- **TASK OBJECTIVE**
Transcribe every entry word for word, but skip the images.

START TASK DATA

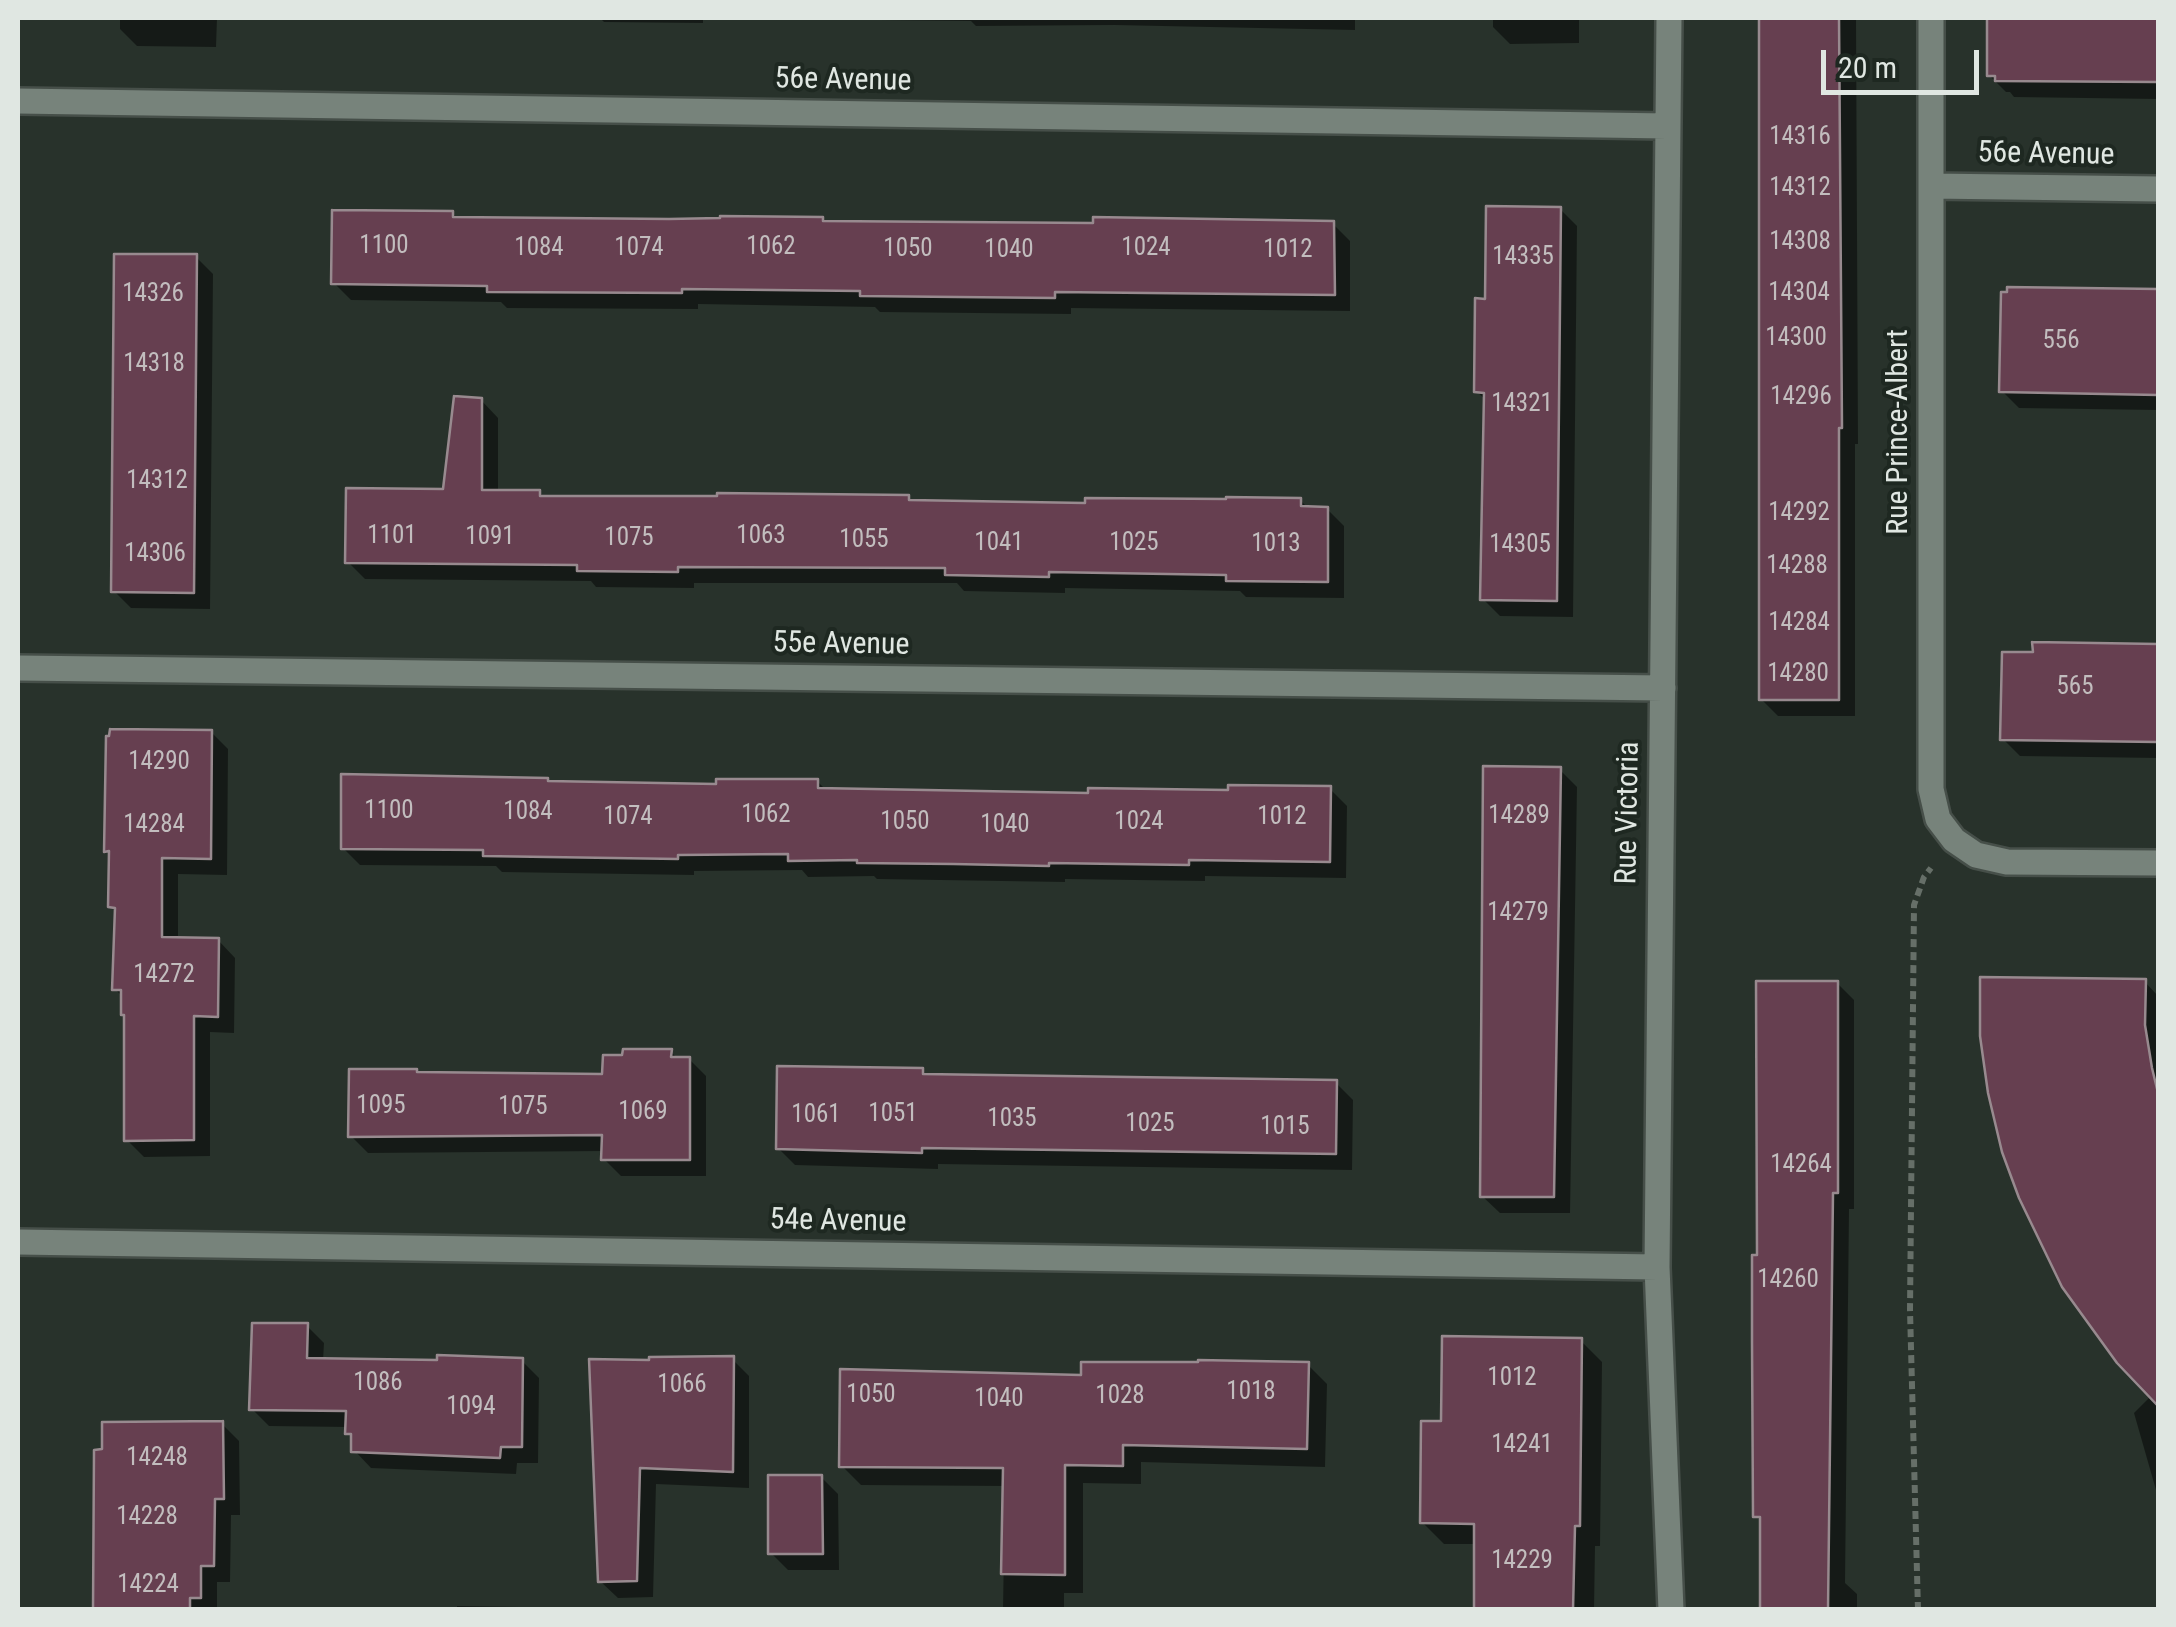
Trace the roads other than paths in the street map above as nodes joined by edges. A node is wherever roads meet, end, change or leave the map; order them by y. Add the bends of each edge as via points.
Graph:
1 (1669, 18) edge
2 (1931, 18) edge
3 (18, 101) edge
4 (1668, 126) junction
5 (1932, 186) junction
6 (2158, 188) edge
7 (18, 668) edge
8 (1663, 688) junction
9 (2158, 863) edge
10 (18, 1242) edge
11 (1657, 1267) junction
12 (1671, 1610) edge

1 - 4 street, Rue Victoria
2 - 5 street, Rue Prince-Albert
3 - 4 street, 56e Avenue
4 - 8 street, Rue Victoria
5 - 6 street, 56e Avenue
5 - 9 street, Rue Prince-Albert via 1930,789 1938,820 1976,855 2006,862
7 - 8 street, 55e Avenue
8 - 11 street, Rue Victoria
10 - 11 street, 54e Avenue
11 - 12 street, Rue Victoria

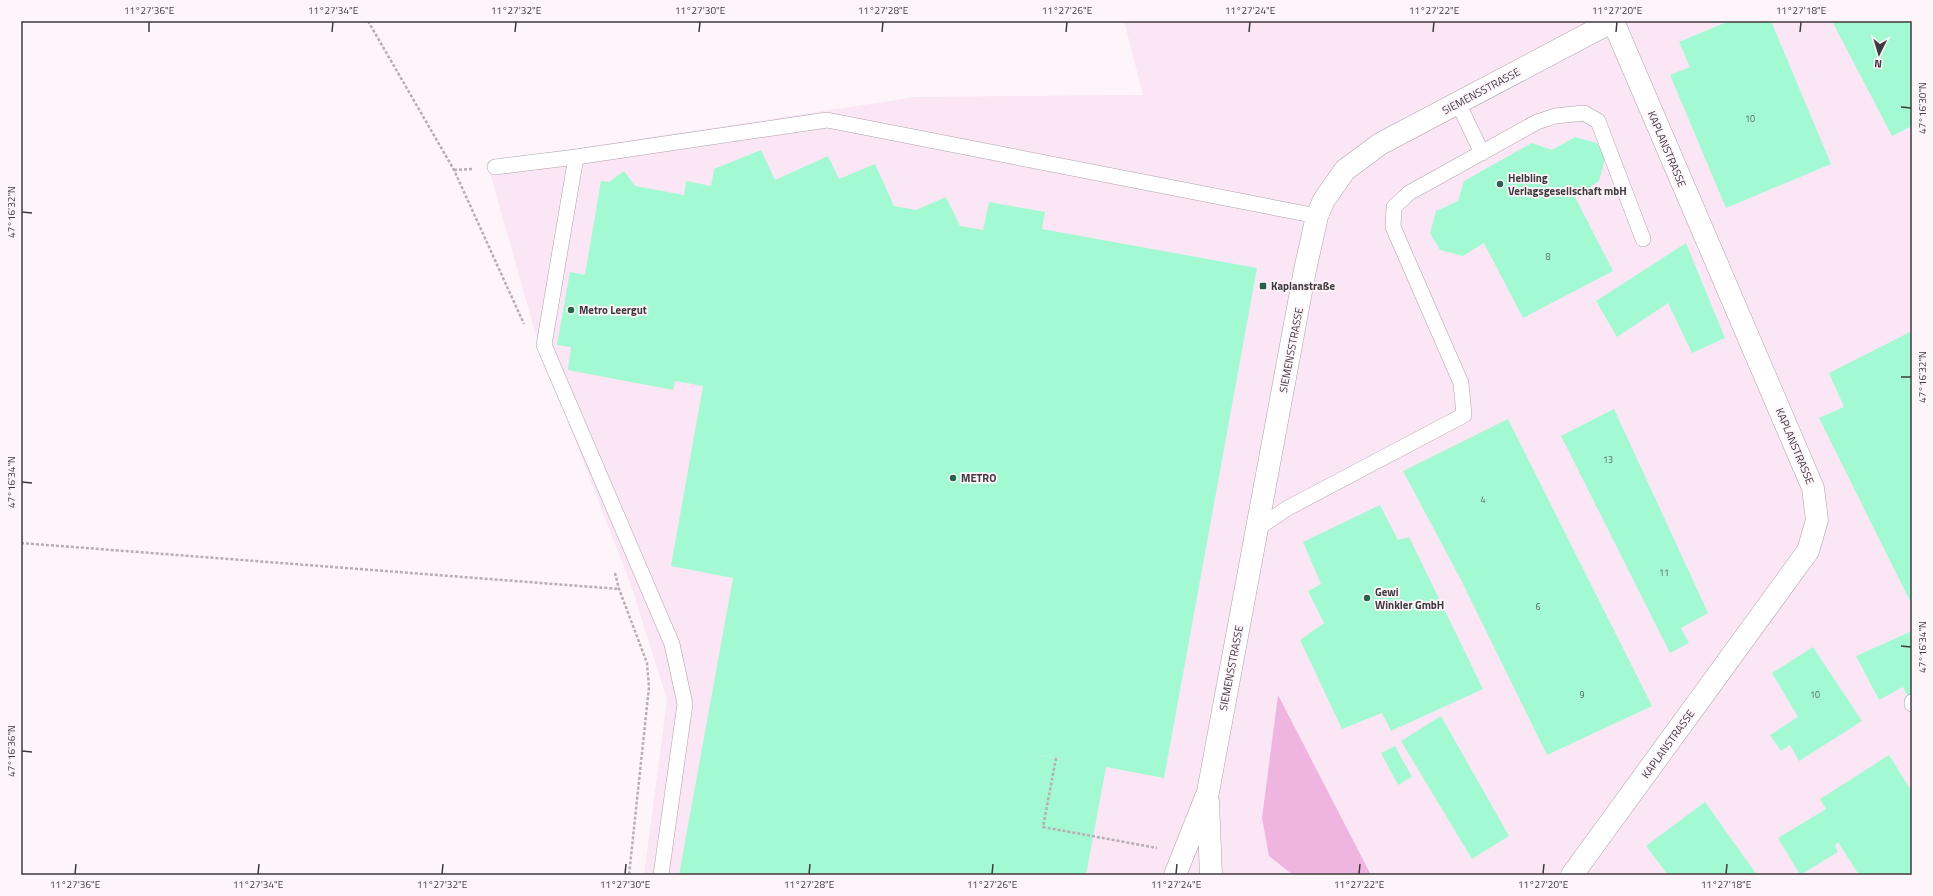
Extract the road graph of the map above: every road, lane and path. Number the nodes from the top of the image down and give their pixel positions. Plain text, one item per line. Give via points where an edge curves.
1 (368, 21) edge
2 (1613, 21) edge
3 (1458, 103) junction
4 (1482, 153) junction
5 (576, 157) junction
6 (495, 167) dead end
7 (1317, 216) junction
8 (1643, 239) dead end
9 (524, 325) dead end
10 (1257, 529) junction
11 (21, 543) edge
12 (615, 571) dead end
13 (619, 589) junction
14 (1056, 758) dead end
15 (1208, 792) junction
16 (1163, 849) dead end
17 (630, 875) edge
18 (661, 875) edge
19 (1175, 875) edge
20 (1211, 875) edge
21 (1572, 875) edge

1 - 9 path via 454,170
2 - 3 street, SIEMENSSTRASSE
2 - 21 street, KAPLANSTRASSE via 1813,488 1817,520 1808,552
3 - 4 lane
3 - 7 street, SIEMENSSTRASSE via 1380,144 1344,170 1324,200
4 - 8 lane via 1537,122 1555,116 1584,113 1598,121
4 - 10 lane via 1409,193 1394,207 1393,227 1461,383 1464,415 1286,509
5 - 6 lane
5 - 7 lane via 827,120
5 - 18 lane via 544,345 672,644 685,704
7 - 10 street, SIEMENSSTRASSE
10 - 15 street, SIEMENSSTRASSE
11 - 13 path
12 - 13 path
13 - 17 path via 647,664 649,687
14 - 16 path via 1043,827
15 - 19 street, SIEMENSSTRASSE
15 - 20 street, SIEMENSSTRASSE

END TASK DATA

- **EXERCISE ANSWER**
Trace the roads other than paths in the street map above as nodes joined by edges. A node is wherever roads meet, end, change or leave the map; order them by y. Add the bends of each edge as via points.
Graph:
1 (1669, 18) edge
2 (1931, 18) edge
3 (18, 101) edge
4 (1668, 126) junction
5 (1932, 186) junction
6 (2158, 188) edge
7 (18, 668) edge
8 (1663, 688) junction
9 (2158, 863) edge
10 (18, 1242) edge
11 (1657, 1267) junction
12 (1671, 1610) edge

1 - 4 street, Rue Victoria
2 - 5 street, Rue Prince-Albert
3 - 4 street, 56e Avenue
4 - 8 street, Rue Victoria
5 - 6 street, 56e Avenue
5 - 9 street, Rue Prince-Albert via 1930,789 1938,820 1976,855 2006,862
7 - 8 street, 55e Avenue
8 - 11 street, Rue Victoria
10 - 11 street, 54e Avenue
11 - 12 street, Rue Victoria

Extract the road graph of the map above: every road, lane and path. Number the nodes from the top of the image down and give their pixel positions. Plain text, one item per line. Give via points where an edge curves.
1 (368, 21) edge
2 (1613, 21) edge
3 (1458, 103) junction
4 (1482, 153) junction
5 (576, 157) junction
6 (495, 167) dead end
7 (1317, 216) junction
8 (1643, 239) dead end
9 (524, 325) dead end
10 (1257, 529) junction
11 (21, 543) edge
12 (615, 571) dead end
13 (619, 589) junction
14 (1056, 758) dead end
15 (1208, 792) junction
16 (1163, 849) dead end
17 (630, 875) edge
18 (661, 875) edge
19 (1175, 875) edge
20 (1211, 875) edge
21 (1572, 875) edge

1 - 9 path via 454,170
2 - 3 street, SIEMENSSTRASSE
2 - 21 street, KAPLANSTRASSE via 1813,488 1817,520 1808,552
3 - 4 lane
3 - 7 street, SIEMENSSTRASSE via 1380,144 1344,170 1324,200
4 - 8 lane via 1537,122 1555,116 1584,113 1598,121
4 - 10 lane via 1409,193 1394,207 1393,227 1461,383 1464,415 1286,509
5 - 6 lane
5 - 7 lane via 827,120
5 - 18 lane via 544,345 672,644 685,704
7 - 10 street, SIEMENSSTRASSE
10 - 15 street, SIEMENSSTRASSE
11 - 13 path
12 - 13 path
13 - 17 path via 647,664 649,687
14 - 16 path via 1043,827
15 - 19 street, SIEMENSSTRASSE
15 - 20 street, SIEMENSSTRASSE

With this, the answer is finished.